Yes. Someday soon, you too may see a horse sharing your favorite restaurant. But, the horse will probably be smaller than the German shepherd seeing-eye dog you might expect to see with a blind person. What you may see someday is a guide horse, a tiny little horse which has been trained to serve blind people in the same way that dogs have been trained to do for years. (The horses are not called seeing-eye horses because the dog people have trademarked that terminology.) You may also see a little horse-on-a-guide-leash on an el train or a shopping mall escalator. All guide horses are trained to ride in passenger vehicles and use escalators and elevators, and some are trained to ride in busses, taxi cabs, and subway trains.

But, you ask, "Where will the horse sit or stand or ??, in a restaurant?" Under the table or beside it, like a guide dog. The horses currently being trained as guide horses are actually called pygmy horses because they are even smaller than many miniature horses. To be a guide horse, the horse must be less than 26 inches high at the "withers". (The withers is the highest point on the horse's back, between the shoulder blades.) Typically, guide horses weigh between 50 and 100 pounds. Definitely smaller than most guide dogs.
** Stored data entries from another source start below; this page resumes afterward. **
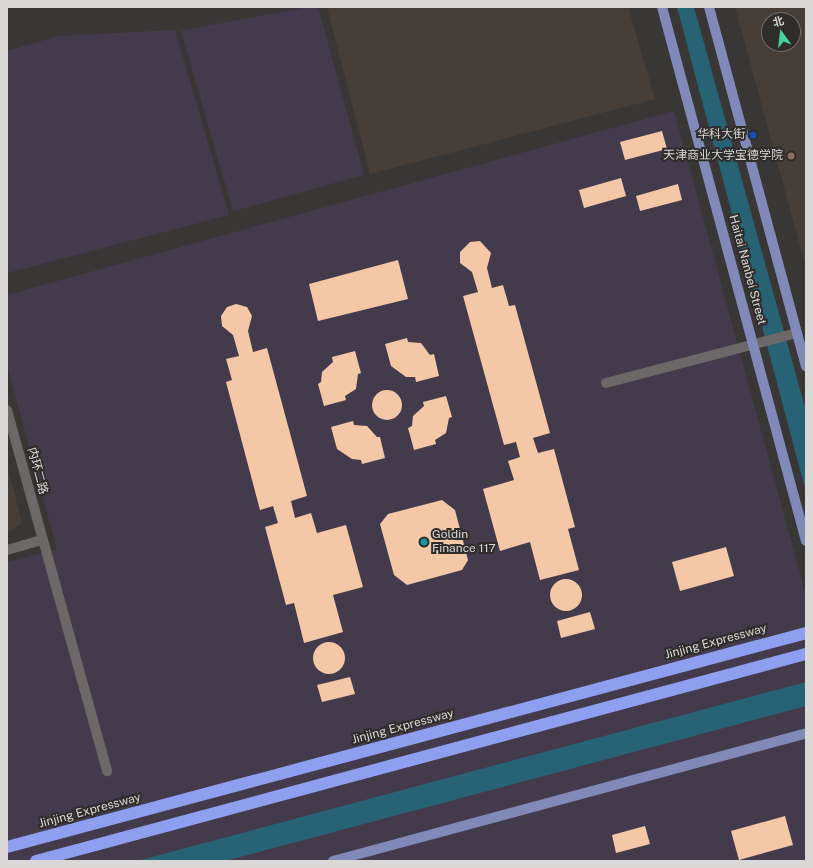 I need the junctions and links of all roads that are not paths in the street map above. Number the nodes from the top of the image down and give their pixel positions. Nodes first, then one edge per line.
1 (662, 7) edge
2 (709, 7) edge
3 (794, 334) junction
4 (758, 344) junction
5 (806, 366) edge
6 (606, 384) dead end
7 (7, 410) edge
8 (43, 540) junction
9 (806, 541) edge
10 (7, 550) edge
11 (806, 633) edge
12 (806, 654) edge
13 (806, 733) edge
14 (107, 770) dead end
15 (7, 848) edge
16 (36, 861) edge
17 (333, 861) edge

1 - 4 main road, Haitai Nanbei Street
2 - 3 main road
3 - 4 street
3 - 5 main road
4 - 6 street
4 - 9 main road, Haitai Nanbei Street
7 - 8 street, 内环二路
8 - 10 street
8 - 14 street, 内环二路
11 - 15 highway, Jinjing Expressway
12 - 16 highway
13 - 17 main road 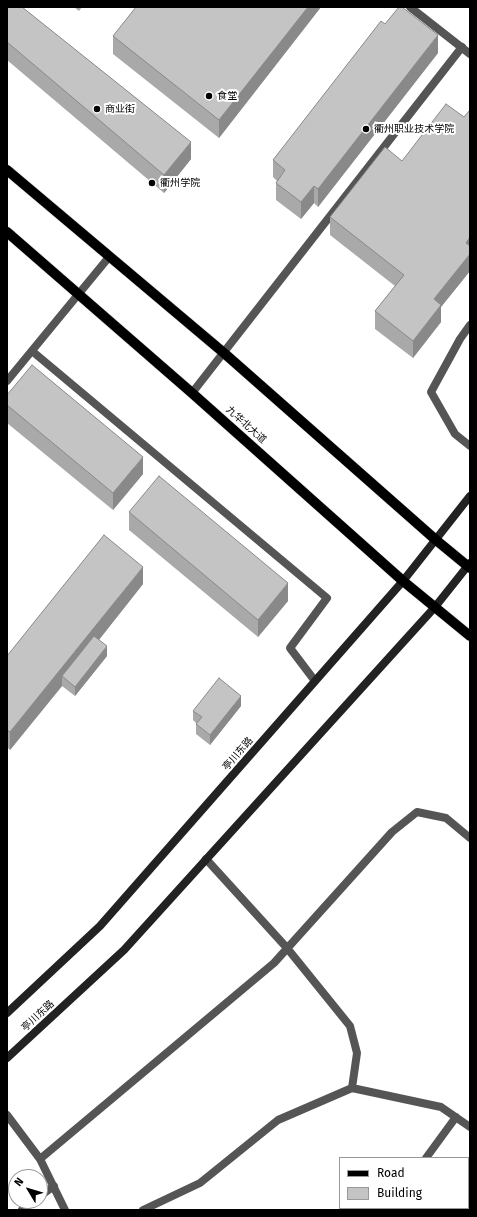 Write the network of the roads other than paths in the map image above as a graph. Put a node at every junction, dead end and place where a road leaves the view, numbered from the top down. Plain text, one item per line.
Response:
1 (410, 7) edge
2 (462, 47) junction
3 (470, 54) edge
4 (7, 170) edge
5 (7, 232) edge
6 (109, 257) junction
7 (78, 294) junction
8 (470, 325) edge
9 (32, 351) junction
10 (224, 353) junction
11 (7, 381) edge
12 (192, 393) junction
13 (470, 446) edge
14 (470, 496) edge
15 (436, 540) junction
16 (469, 566) edge
17 (404, 581) junction
18 (435, 607) junction
19 (470, 636) edge
20 (315, 681) junction
21 (470, 838) edge
22 (206, 859) junction
23 (287, 948) junction
24 (7, 1013) edge
25 (7, 1058) edge
26 (352, 1088) junction
27 (7, 1115) edge
28 (456, 1117) junction
29 (470, 1127) edge
30 (427, 1157) edge
31 (40, 1159) junction
32 (54, 1186) junction
33 (48, 1190) edge
34 (65, 1210) edge
35 (143, 1210) edge

1 - 2 street
2 - 3 street
2 - 10 street
4 - 6 main road
5 - 7 main road, 九华北大道
6 - 7 street
6 - 10 main road
7 - 9 street
7 - 12 main road, 九华北大道
8 - 13 street
9 - 11 street
9 - 20 street
10 - 12 street
10 - 15 main road
12 - 17 main road, 九华北大道
14 - 15 main road, 亭川东路
15 - 16 main road
15 - 17 main road, 亭川东路
16 - 18 main road, 亭川东路
17 - 18 main road, 九华北大道
17 - 20 main road, 亭川东路
18 - 19 main road, 九华北大道
18 - 22 main road, 亭川东路
20 - 24 main road, 亭川东路
21 - 23 street
22 - 23 street
22 - 25 main road, 亭川东路
23 - 26 street
23 - 31 street
26 - 28 street
26 - 35 street
27 - 31 street
28 - 29 street
28 - 30 street
31 - 32 street
32 - 33 street
32 - 34 street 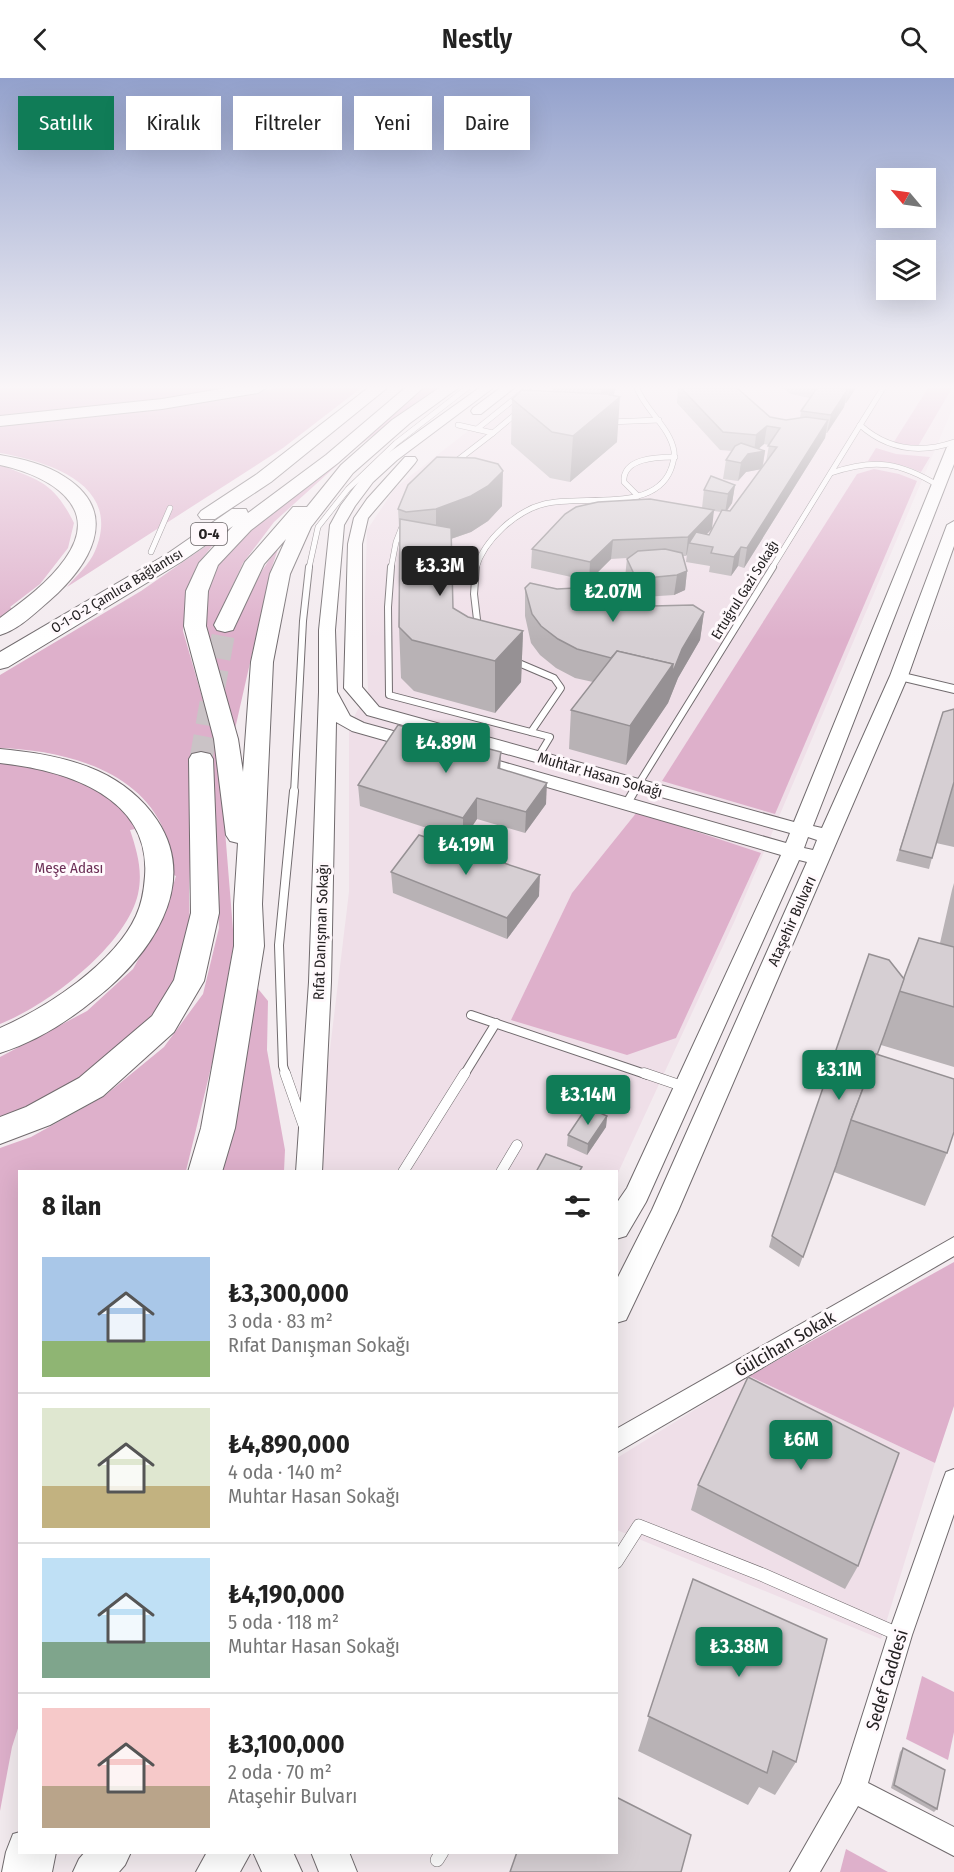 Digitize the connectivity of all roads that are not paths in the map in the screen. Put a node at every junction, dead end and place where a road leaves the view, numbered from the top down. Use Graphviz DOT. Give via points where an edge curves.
graph roads {
  1 [pos="39,472"];
  2 [pos="272,472"];
  3 [pos="297,472"];
  4 [pos="315,472"];
  5 [pos="335,472"];
  6 [pos="345,472"];
  7 [pos="366,472"];
  8 [pos="377,472"];
  9 [pos="399,472"];
  10 [pos="625,472"];
  11 [pos="670,472"];
  12 [pos="835,472"];
  13 [pos="914,472"];
  14 [pos="944,472"];
  15 [pos="831,473"];
  16 [pos="939,486"];
  17 [pos="638,496"];
  18 [pos="170,508"];
  19 [pos="404,521"];
  20 [pos="954,525"];
  21 [pos="151,552"];
  22 [pos="431,564"];
  23 [pos="474,572"];
  24 [pos="225,625"];
  25 [pos="0,628"];
  26 [pos="479,630"];
  27 [pos="470,633"];
  28 [pos="0,639"];
  29 [pos="484,639"];
  30 [pos="0,662"];
  31 [pos="510,663"];
  32 [pos="869,663"];
  33 [pos="899,676"];
  34 [pos="954,688"];
  35 [pos="327,692"];
  36 [pos="373,711"];
  37 [pos="344,719"];
  38 [pos="531,732"];
  39 [pos="326,733"];
  40 [pos="436,749"];
  41 [pos="0,756"];
  42 [pos="459,756"];
  43 [pos="538,757"];
  44 [pos="201,759"];
  45 [pos="638,785"];
  46 [pos="627,803"];
  47 [pos="800,829"];
  48 [pos="829,836"];
  49 [pos="792,851"];
  50 [pos="819,859"];
  51 [pos="248,904"];
  52 [pos="471,1015"];
  53 [pos="496,1023"];
  54 [pos="0,1041"];
  55 [pos="686,1088"];
  56 [pos="0,1131"];
  57 [pos="310,1142"];
  58 [pos="517,1145"];
  59 [pos="206,1170"];
  60 [pos="309,1170"];
  61 [pos="404,1170"];
  62 [pos="502,1170"];
  63 [pos="618,1225"];
  64 [pos="954,1246"];
  65 [pos="618,1307"];
  66 [pos="618,1441"];
  67 [pos="954,1480"];
  68 [pos="618,1559"];
  69 [pos="900,1635"];
  70 [pos="853,1790"];
  71 [pos="954,1842"];
  72 [pos="31,1854"];
  73 [pos="110,1854"];
  74 [pos="230,1854"];
  75 [pos="273,1854"];
  76 [pos="331,1854"];
  77 [pos="27,1872"];
  78 [pos="92,1872"];
  79 [pos="214,1872"];
  80 [pos="283,1872"];
  81 [pos="338,1872"];
  82 [pos="804,1872"];
  1 -- 25 [label="highway" via="60,481 78,498 88,523 82,546 63,575"];
  2 -- 21 [label="highway, O-1-O-2 Çamlıca Bağlantısı / O-4"];
  3 -- 30 [label="highway, O-1-O-2 Çamlıca Bağlantısı / O-4" via="174,558"];
  4 -- 51 [label="highway" via="244,526 209,563 197,591 195,626 226,739"];
  5 -- 24 [label="highway" via="255,562"];
  6 -- 51 [label="highway" via="302,525 280,574 262,662"];
  7 -- 57 [label="lane" via="318,527 303,621 295,778 279,945 284,1066"];
  8 -- 35 [label="street, Rıfat Danışman Sokağı" via="348,505 338,525 327,630"];
  9 -- 36 [label="street" via="362,518 355,544 353,688"];
  10 -- 17 [label="lane" via="626,485"];
  11 -- 17 [label="lane" via="654,489"];
  12 -- 15 [label="lane"];
  13 -- 16 [label="lane"];
  14 -- 16 [label="street, Ataşehir Bulvarı"];
  15 -- 45 [label="lane, Ertuğrul Gazi Sokağı"];
  16 -- 32 [label="street, Ataşehir Bulvarı"];
  17 -- 23 [label="lane" via="614,501 557,501 527,510 494,538"];
  18 -- 21 [label="lane"];
  19 -- 38 [label="lane" via="394,542 388,610 389,695"];
  20 -- 33 [label="street, Ataşehir Bulvarı"];
  21 -- 28 [label="highway, O-1-O-2 Çamlıca Bağlantısı / O-4"];
  22 -- 23 [label="lane"];
  23 -- 26 [label="lane"];
  26 -- 27 [label="lane"];
  26 -- 29 [label="lane"];
  31 -- 38 [label="lane" via="554,678 561,688"];
  32 -- 33 [label="street" via="885,666"];
  32 -- 47 [label="street, Ataşehir Bulvarı"];
  33 -- 34 [label="street"];
  33 -- 48 [label="street, Ataşehir Bulvarı"];
  35 -- 37 [label="street"];
  35 -- 39 [label="street, Rıfat Danışman Sokağı"];
  36 -- 37 [label="street"];
  36 -- 43 [label="street, Muhtar Hasan Sokağı"];
  37 -- 39 [label="street"];
  37 -- 40 [label="street" via="358,727"];
  38 -- 43 [label="lane" via="550,737"];
  39 -- 57 [label="street, Rıfat Danışman Sokağı" via="320,982"];
  41 -- 54 [label="highway" via="60,766 97,779 128,799 143,815 153,835 161,871 158,895 148,920 103,977 70,1004 18,1035"];
  42 -- 46 [label="street, Muhtar Hasan Sokağı"];
  43 -- 45 [label="street, Muhtar Hasan Sokağı"];
  44 -- 56 [label="highway" via="205,913 189,981 163,1024 91,1087 38,1116"];
  45 -- 46 [label="lane, Ertuğrul Gazi Sokağı"];
  45 -- 47 [label="street, Muhtar Hasan Sokağı"];
  46 -- 49 [label="street, Muhtar Hasan Sokağı"];
  47 -- 48 [label="street, Muhtar Hasan Sokağı"];
  47 -- 49 [label="street, Ataşehir Bulvarı"];
  48 -- 50 [label="street, Ataşehir Bulvarı"];
  49 -- 50 [label="street, Muhtar Hasan Sokağı"];
  49 -- 55 [label="street, Ataşehir Bulvarı"];
  50 -- 65 [label="street, Ataşehir Bulvarı" via="665,1211"];
  51 -- 59 [label="highway" via="247,958 218,1128"];
  52 -- 53 [label="lane"];
  53 -- 55 [label="lane"];
  53 -- 61 [label="lane"];
  55 -- 63 [label="street, Ataşehir Bulvarı" via="637,1194"];
  57 -- 60 [label="street, Rıfat Danışman Sokağı"];
  58 -- 62 [label="lane"];
  64 -- 66 [label="street, Gülcihan Sokak"];
  67 -- 69 [label="street, Sedef Caddesi"];
  68 -- 69 [label="lane" via="639,1526"];
  69 -- 70 [label="street, Sedef Caddesi"];
  70 -- 71 [label="street"];
  70 -- 82 [label="street, Sedef Caddesi"];
  72 -- 77 [label="highway"];
  73 -- 78 [label="street"];
  74 -- 79 [label="street"];
  75 -- 80 [label="street"];
  76 -- 81 [label="street"];
} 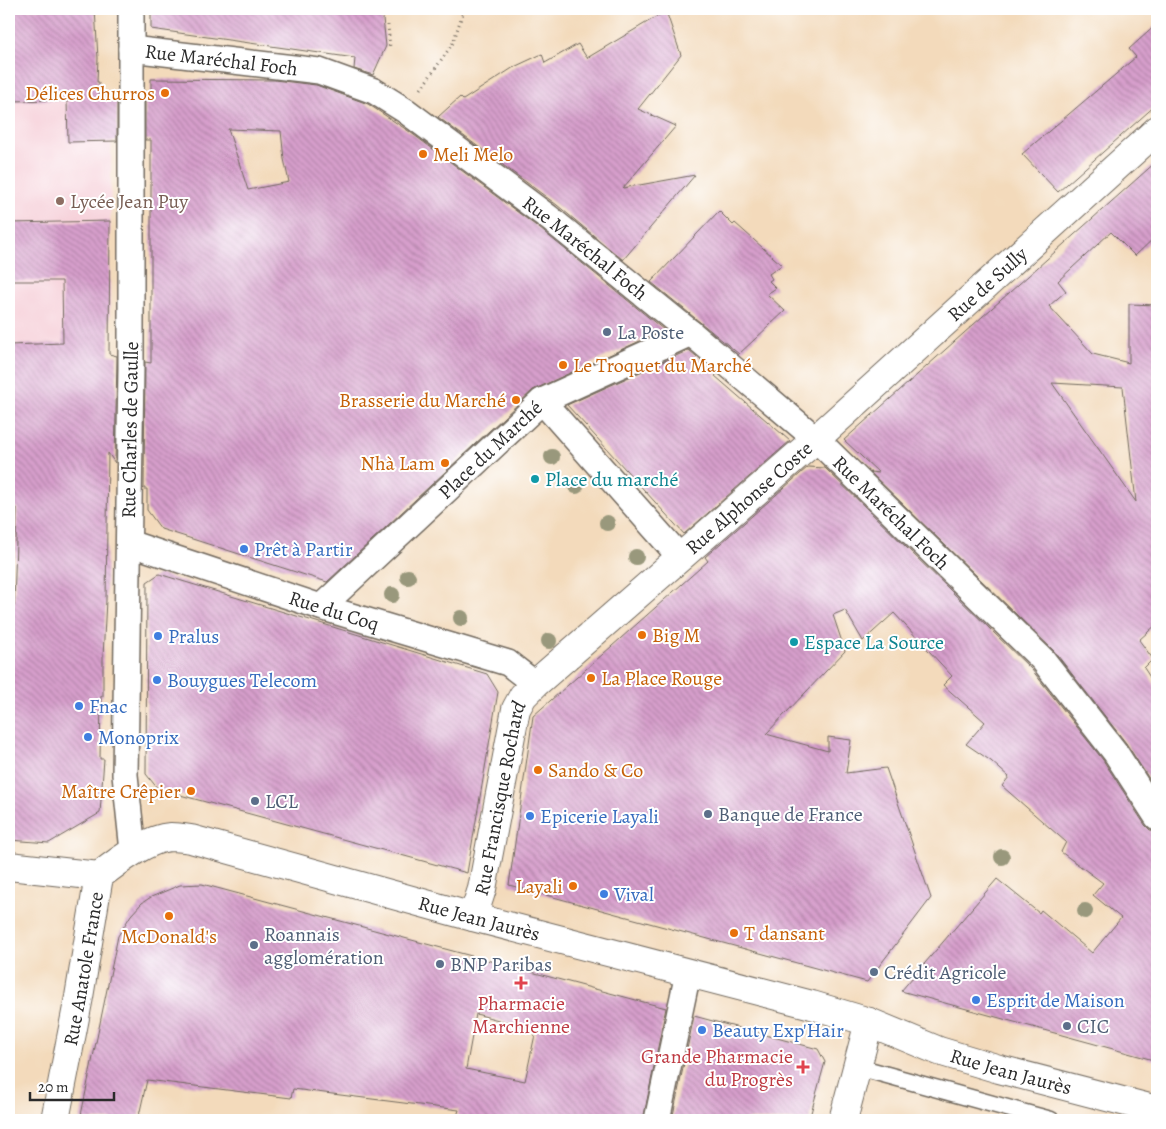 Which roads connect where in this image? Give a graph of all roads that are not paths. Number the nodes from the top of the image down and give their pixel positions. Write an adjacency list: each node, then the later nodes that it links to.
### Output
1 (130, 9): 2 (street, Rue Charles de Gaulle)
2 (131, 49): 4 (street, Rue Maréchal Foch); 7 (street, Rue Charles de Gaulle)
3 (1157, 130): 6 (street, Rue de Sully)
4 (691, 333): 5 (street); 6 (street, Rue Maréchal Foch)
5 (542, 401): 8 (street, Place du Marché); 9 (street, Place du Marché)
6 (816, 439): 8 (street, Rue Alphonse Coste); 11 (street, Rue Maréchal Foch)
7 (129, 544): 9 (street, Rue du Coq); 12 (street, Rue Charles de Gaulle)
8 (680, 558): 10 (street)
9 (322, 607): 10 (street, Rue du Coq)
10 (535, 684): 15 (street, Rue Francisque Rochard)
11 (1157, 817)
12 (133, 851): 14 (street, Rue Jean Jaurès); 15 (street, Rue Jean Jaurès)
13 (9, 866): 14 (street)
14 (99, 876): 21 (street, Rue Anatole France)
15 (474, 917): 16 (street, Rue Jean Jaurès)
16 (688, 973): 17 (street, Rue Jean Jaurès); 22 (street)
17 (869, 1022): 18 (street); 19 (street, Rue Jean Jaurès); 20 (street, Rue Jean Jaurès)
18 (858, 1067): 23 (street); 24 (lane)
19 (1157, 1092)
20 (1157, 1110)
21 (55, 1120)
22 (657, 1120)
23 (843, 1120)
24 (1051, 1120)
Who provides such guide horses?

The North Carolina-based Guide Horse Foundation, founded in 1999, trains the guide horses and makes them available to appropriate handlers. Currently there are two people using guide horses full time, and these “handlers” say that their equine guides are performing even beyond their expectations. The Foundation reports a strong demand for their horses, and, according to horse trainer Jan Burleson, the originator of the guide horse idea, nine more little horses are currently in training.

Horses will be provided free of charge to appropriate “handlers” who are blind. (Although the handler may have to pay to attend the required horse-human team training.) Handlers do not really own their horses; they have no right to sell the little horses. If the Foundation finds that a horse is being misused or abused or otherwise harmed, the Foundation can take the horse back. Likewise, if the handler wants to give the horse up, the Foundation will take it back, and when horses reach “retirement age” when they it is assumed they can no longer perform their guide duties effectively, the handler can keep the horse as a companion animal or return it to the Foundation to allow it to live its life out in comfort.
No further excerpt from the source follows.